As a biological entity, a typical virus has a fairly simple structure, consisting of a package of genetic material encapsulated in a viral envelope. This envelope is primarily made up of lipids, a type of biomolecule that includes the more familiar fats and oils found in our foods. And just like the oils and fats left on your dinner plate after a meal, these lipids, forming a structure called a “lipid bilayer” as the virus’s shell, can be dissolved with ordinary soap.

At the molecular level, the active ingredient in soap and other detergents is a substance called an emulsifier, a chemical that allows two otherwise immiscible liquids, such as oil and water, to mix together.

When a virus is exposed to these emulsifiers the chemical causes the viral envelope to dissolve, spilling the virus’s RNA out into the elements; without the viral envelope to allow the virus to merge with a potential host cell, the free RNA itself cannot cause an infection, and degrades rapidly in the environment.

Alcohol-based hand sanitizers, on the other hand, attack viruses from a completely different angle: the lipid bilayer of a virus supports a number of protein-based structures, such as the glycoprotein mechanisms that facilitate the attachment of the virus to a host cell to begin with, including the “spike proteins” that give coronaviruses their distinctive crown-like shape.

Chemically, the alcohol found in common hand sanitizers “denatures” the structure of the proteins that make up these structures, meaning that it alters the arrangement of the atoms in the molecules so that the resulting formation can no longer function.
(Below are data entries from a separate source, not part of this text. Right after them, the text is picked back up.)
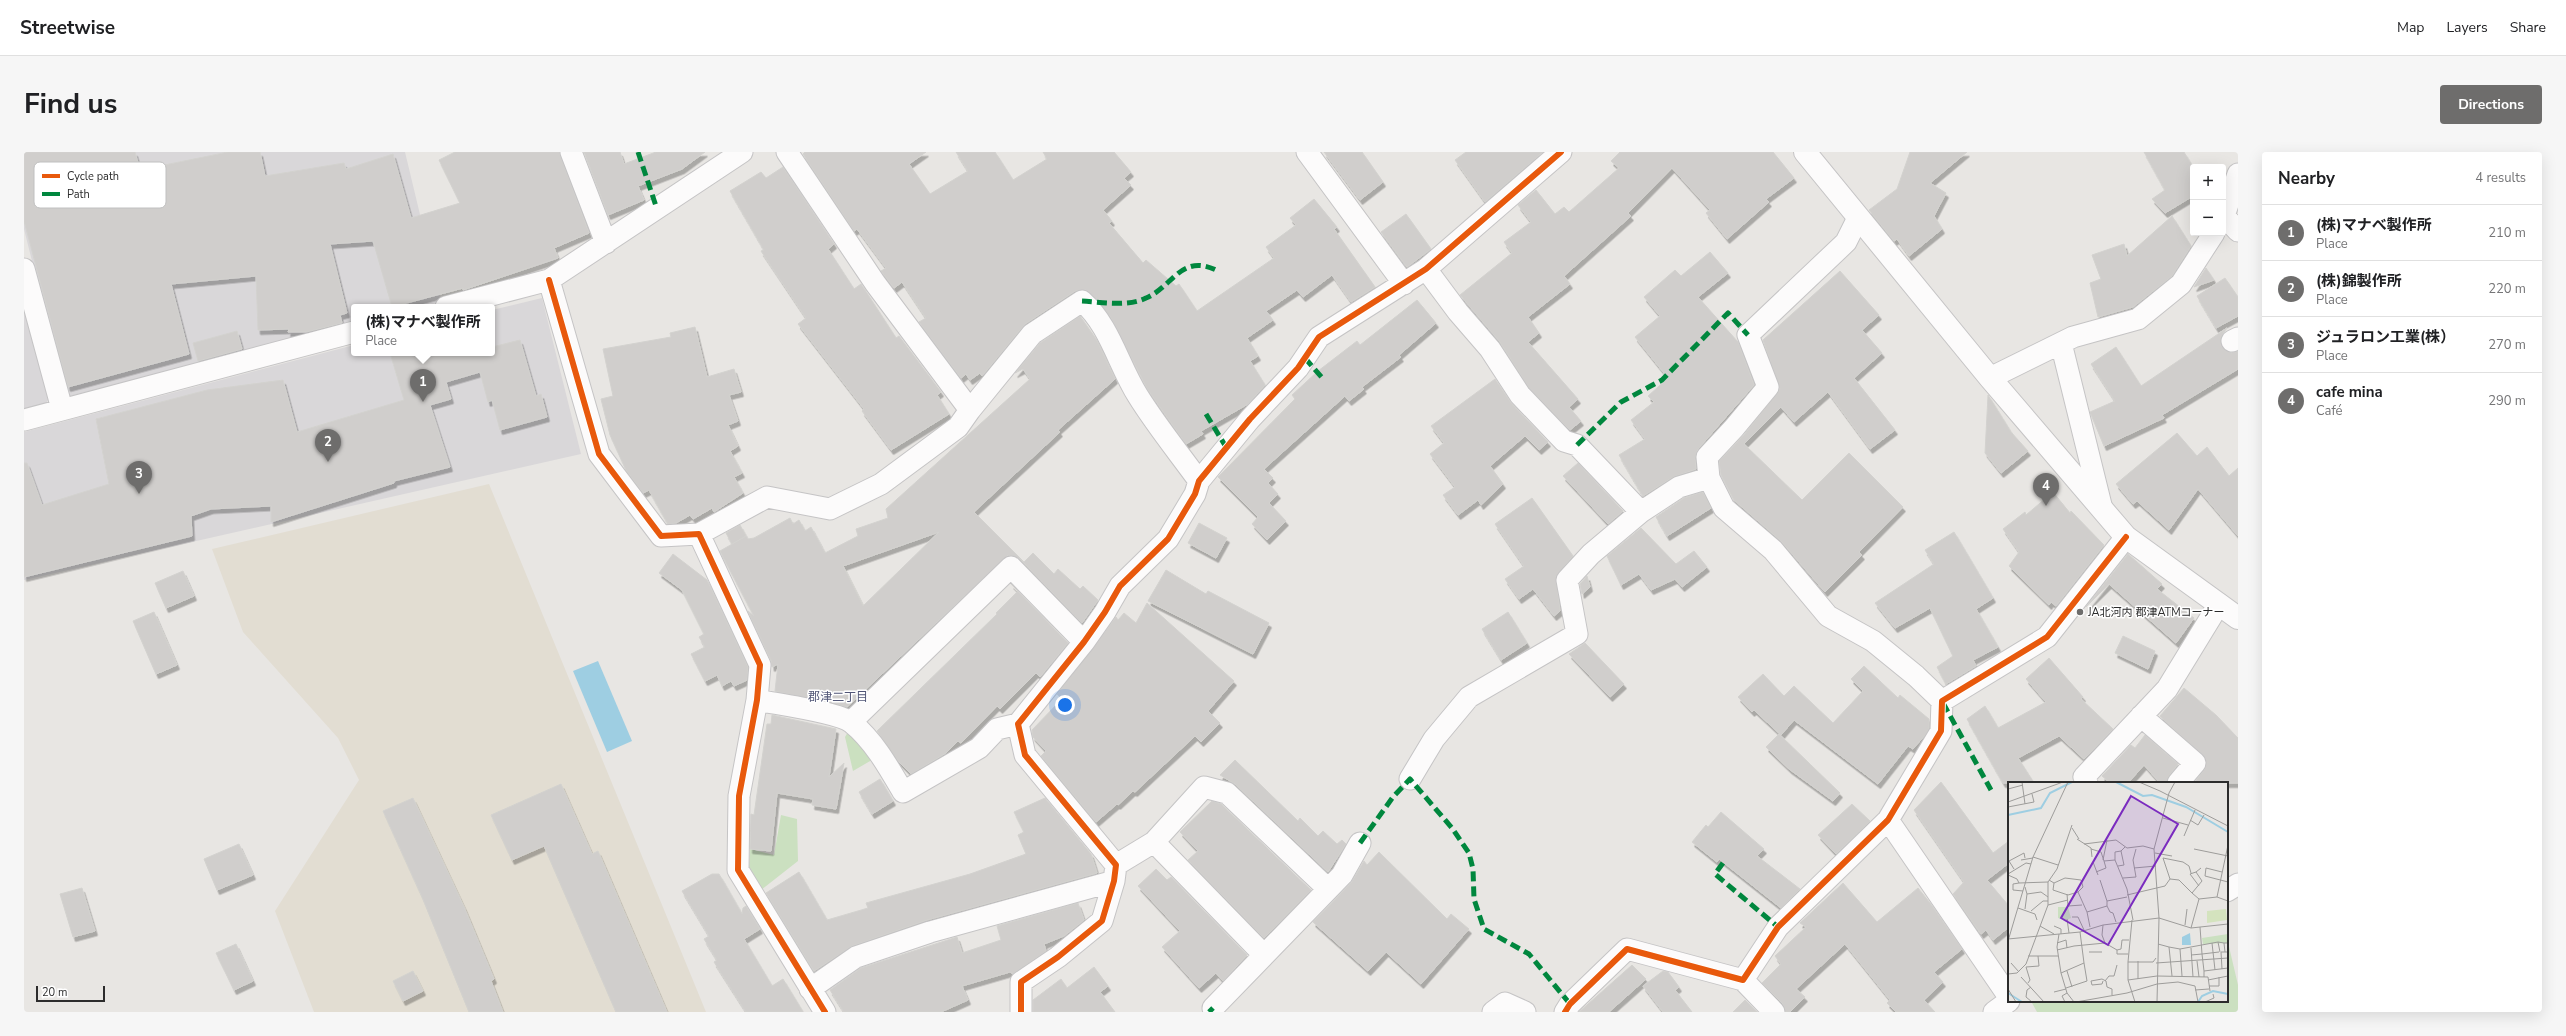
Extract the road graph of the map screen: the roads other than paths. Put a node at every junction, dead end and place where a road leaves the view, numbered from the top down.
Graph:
1 (571, 152) edge
2 (742, 152) edge
3 (787, 152) edge
4 (1307, 152) edge
5 (1561, 152) edge
6 (1805, 152) edge
7 (2238, 174) edge
8 (1858, 218) junction
9 (2226, 220) edge
10 (2216, 236) edge
11 (606, 243) junction
12 (24, 269) edge
13 (1426, 269) junction
14 (549, 280) junction
15 (1404, 284) junction
16 (457, 304) edge
17 (351, 333) edge
18 (2061, 343) junction
19 (1990, 378) junction
20 (62, 410) junction
21 (970, 410) junction
22 (24, 420) edge
23 (1709, 478) junction
24 (1198, 481) junction
25 (2102, 509) junction
26 (1641, 512) junction
27 (698, 534) junction
28 (2126, 537) junction
29 (2219, 604) junction
30 (2238, 618) edge
31 (1084, 642) junction
32 (757, 700) junction
33 (1942, 701) junction
34 (2141, 716) junction
35 (852, 722) junction
36 (1018, 724) junction
37 (1410, 779) dead end
38 (2086, 782) edge
39 (2179, 782) edge
40 (1888, 820) junction
41 (1154, 842) junction
42 (1360, 843) dead end
43 (1115, 873) junction
44 (2238, 884) edge
45 (1326, 888) junction
46 (2228, 890) edge
47 (1264, 955) junction
48 (1743, 980) junction
49 (810, 989) junction
50 (2008, 997) edge
51 (2008, 1002) edge
52 (1213, 1008) dead end
53 (825, 1012) edge
54 (1021, 1012) edge
55 (1493, 1012) edge
56 (1525, 1012) edge
57 (1565, 1012) edge
58 (1774, 1012) edge
59 (1994, 1012) edge

1 - 11 street
2 - 11 street
3 - 21 street
4 - 15 street
5 - 13 street
6 - 8 street
7 - 9 street
8 - 19 street
8 - 23 street
10 - 18 street
11 - 14 street
12 - 20 street
13 - 15 street
13 - 26 street
14 - 16 street
14 - 27 street
15 - 24 street
17 - 20 street
18 - 19 street
18 - 25 street
19 - 25 street
20 - 22 street
21 - 24 street
21 - 27 street
23 - 26 street
23 - 33 street
24 - 31 street
25 - 28 street
26 - 37 street
27 - 32 street
28 - 29 street
28 - 33 street
29 - 30 street
29 - 34 street
31 - 35 street
31 - 36 street
32 - 35 street
32 - 49 street
33 - 40 street
34 - 38 street
34 - 39 street
35 - 36 street
36 - 43 street
40 - 48 street
40 - 50 street
41 - 43 street
41 - 45 street
41 - 47 street
42 - 45 street
43 - 49 street
43 - 54 street
44 - 46 street
45 - 47 street
47 - 52 street
48 - 57 street
48 - 58 street
49 - 53 street
51 - 59 street
55 - 56 street

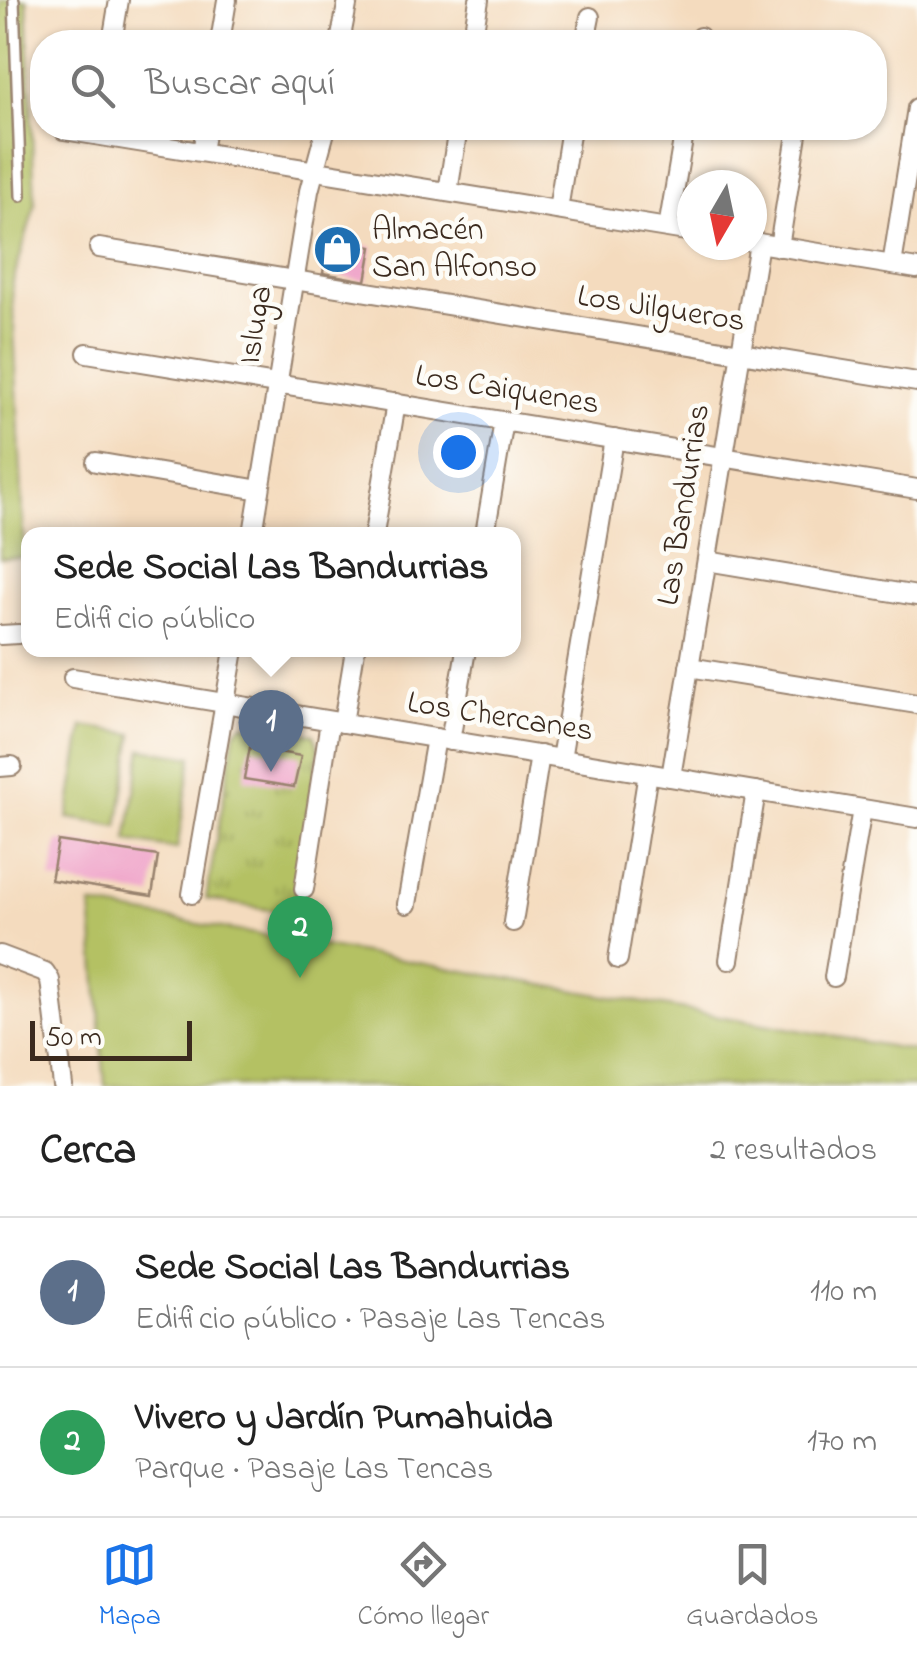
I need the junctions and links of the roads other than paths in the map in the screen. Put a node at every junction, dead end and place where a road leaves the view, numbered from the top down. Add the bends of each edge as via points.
1 (14, 0) edge
2 (119, 0) edge
3 (226, 0) edge
4 (348, 0) edge
5 (479, 0) edge
6 (590, 17) dead end
7 (114, 30) edge
8 (222, 30) edge
9 (342, 30) edge
10 (474, 30) edge
11 (588, 30) edge
12 (917, 108) edge
13 (142, 140) edge
14 (204, 140) edge
15 (323, 140) edge
16 (456, 140) edge
17 (570, 140) edge
18 (683, 140) edge
19 (796, 140) edge
20 (202, 152) junction
21 (316, 171) junction
22 (448, 192) junction
23 (21, 196) dead end
24 (558, 210) junction
25 (668, 228) junction
26 (677, 230) edge
27 (767, 244) edge
28 (780, 247) junction
29 (99, 248) dead end
30 (754, 260) edge
31 (892, 265) junction
32 (917, 269) edge
33 (294, 280) junction
34 (87, 353) dead end
35 (741, 354) junction
36 (917, 382) edge
37 (277, 384) junction
38 (396, 404) junction
39 (504, 422) junction
40 (614, 440) junction
41 (724, 458) junction
42 (96, 462) dead end
43 (917, 489) edge
44 (260, 490) junction
45 (254, 527) edge
46 (375, 527) edge
47 (486, 527) edge
48 (707, 561) junction
49 (917, 596) edge
50 (233, 657) edge
51 (353, 657) edge
52 (464, 657) edge
53 (689, 667) junction
54 (73, 678) dead end
55 (225, 704) junction
56 (917, 704) edge
57 (336, 722) junction
58 (443, 740) junction
59 (540, 755) junction
60 (561, 759) junction
61 (648, 773) junction
62 (671, 777) junction
63 (756, 791) junction
64 (862, 808) junction
65 (917, 818) edge
66 (304, 890) dead end
67 (192, 894) dead end
68 (407, 904) dead end
69 (513, 922) dead end
70 (0, 955) edge
71 (618, 959) dead end
72 (729, 960) dead end
73 (834, 978) dead end
74 (63, 1086) edge

1 - 23 lane
2 - 7 street
3 - 8 street
4 - 9 street
5 - 10 street
6 - 11 street
12 - 31 street
13 - 20 street
14 - 20 street
15 - 21 street, Isluga
16 - 22 street
17 - 24 street
18 - 25 street
19 - 28 street
20 - 21 street
21 - 22 street
21 - 33 street, Isluga
22 - 24 street
24 - 25 street
25 - 26 street
27 - 28 street
28 - 31 street
29 - 33 street, Los Jilgueros
30 - 35 street, Las Bandurrias
31 - 32 street
33 - 35 street, Los Jilgueros
33 - 37 street, Isluga
34 - 37 street, Los Caiquenes
35 - 36 street, Los Jilgueros
35 - 41 street, Las Bandurrias
37 - 38 street, Los Caiquenes
37 - 44 street, Isluga
38 - 39 street, Los Caiquenes
38 - 46 street
39 - 40 street, Los Caiquenes
39 - 47 street
40 - 41 street, Los Caiquenes
40 - 60 street
41 - 43 street, Los Caiquenes
41 - 48 street, Las Bandurrias
42 - 44 street
44 - 45 street, Isluga
48 - 49 street
48 - 53 street, Las Bandurrias
50 - 55 street
51 - 57 street
52 - 58 street
53 - 56 street
53 - 62 street, Las Bandurrias
54 - 55 street, Los Chercanes
55 - 57 street, Los Chercanes
55 - 67 street
57 - 58 street, Los Chercanes
57 - 66 street
58 - 59 street, Los Chercanes
58 - 68 street
59 - 60 street, Los Chercanes
59 - 69 street
60 - 61 street, Los Chercanes
61 - 62 street, Los Chercanes
61 - 71 street
62 - 63 street, Los Chercanes
63 - 64 street, Los Chercanes
63 - 72 street
64 - 65 street, Los Chercanes
64 - 73 street
70 - 74 street via 44,972 53,994

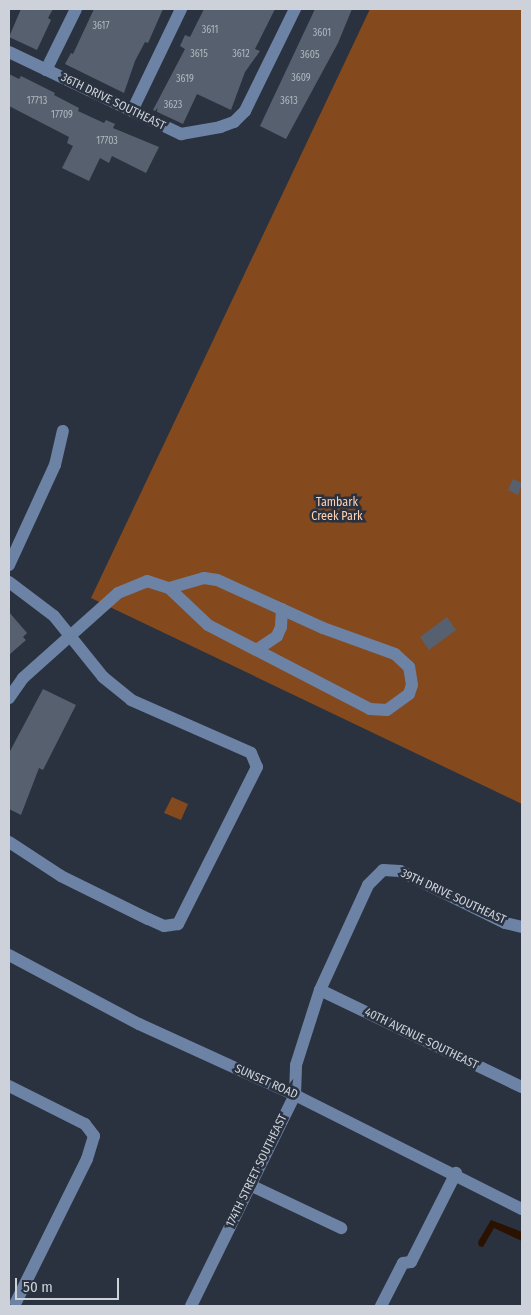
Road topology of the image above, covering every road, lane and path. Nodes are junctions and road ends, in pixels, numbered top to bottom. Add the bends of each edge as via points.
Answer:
1 (76, 9) edge
2 (181, 9) edge
3 (295, 9) edge
4 (9, 52) edge
5 (46, 70) junction
6 (132, 111) junction
7 (63, 431) dead end
8 (9, 566) edge
9 (9, 582) edge
10 (169, 588) junction
11 (282, 609) junction
12 (69, 636) junction
13 (258, 649) junction
14 (9, 698) edge
15 (9, 842) edge
16 (383, 870) joint
17 (522, 927) edge
18 (9, 956) edge
19 (320, 990) junction
20 (9, 1086) edge
21 (522, 1087) edge
22 (295, 1094) junction
23 (456, 1173) junction
24 (250, 1185) junction
25 (522, 1208) edge
26 (340, 1228) dead end
27 (17, 1302) edge
28 (191, 1306) edge
29 (381, 1306) edge

1 - 5 street
2 - 6 street
3 - 6 street, 36TH DRIVE SOUTHEAST via 245,111 234,122 181,134
4 - 5 street, 36TH DRIVE SOUTHEAST
5 - 6 street, 36TH DRIVE SOUTHEAST
7 - 8 street via 55,465
9 - 12 street via 54,616
10 - 11 street via 204,578 217,580
10 - 12 street via 147,581 134,584 118,593
10 - 13 street via 196,618
11 - 13 street via 281,627 276,636
11 - 13 street via 395,654 409,667 412,685 409,694 394,707 379,712
12 - 14 street via 23,678
12 - 15 street via 103,677 131,700 251,753 257,767 178,924 164,926 148,919 61,876
16 - 17 street, 39TH DRIVE SOUTHEAST via 400,871 505,923
16 - 19 street, 174TH STREET SOUTHEAST via 368,884
18 - 22 street, SUNSET ROAD via 139,1024
19 - 21 street, 40TH AVENUE SOUTHEAST
19 - 22 street, 174TH STREET SOUTHEAST via 296,1065
20 - 27 street via 85,1124 94,1136 87,1159
22 - 23 street, SUNSET ROAD
22 - 24 street, 174TH STREET SOUTHEAST
23 - 25 street, SUNSET ROAD
23 - 29 street via 411,1262 403,1262
24 - 26 street
24 - 28 street, 174TH STREET SOUTHEAST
This disables the functions of structures like the spike proteins, used to attach the virus to a host cell, and other glycoproteins that are part of the structure of the viral envelope itself.

This protein denaturation is most effective when a small amount of water is mixed with the alcohol, hence the recommendation for hand sanitizers with an alcohol content between 60 and 80 percent to be used: if the concentration is too low, the alcohol will be too dilute to be effective, and too high a concentration will impede the chemical reaction.

Scrubbing with soap and water is still preferred to using alcohol-based hand sanitizer for a number of reasons, such as its ability to deluge the washer’s hands entirely with the active agent, and being able to physically wash the microscopic detritus away in the subsequent rinse. This level of coverage is hard to reproduce with hand sanitizer, especially as the chemical needs to sit on one’s hands for a brief moment to allow time for the chemical reaction to unfold. Ultimately, when out-and-about it can be difficult to find proper hand-washing facilities, so using a hand sanitizer is the next-best solution in ridding one’s hands of a potential contagion.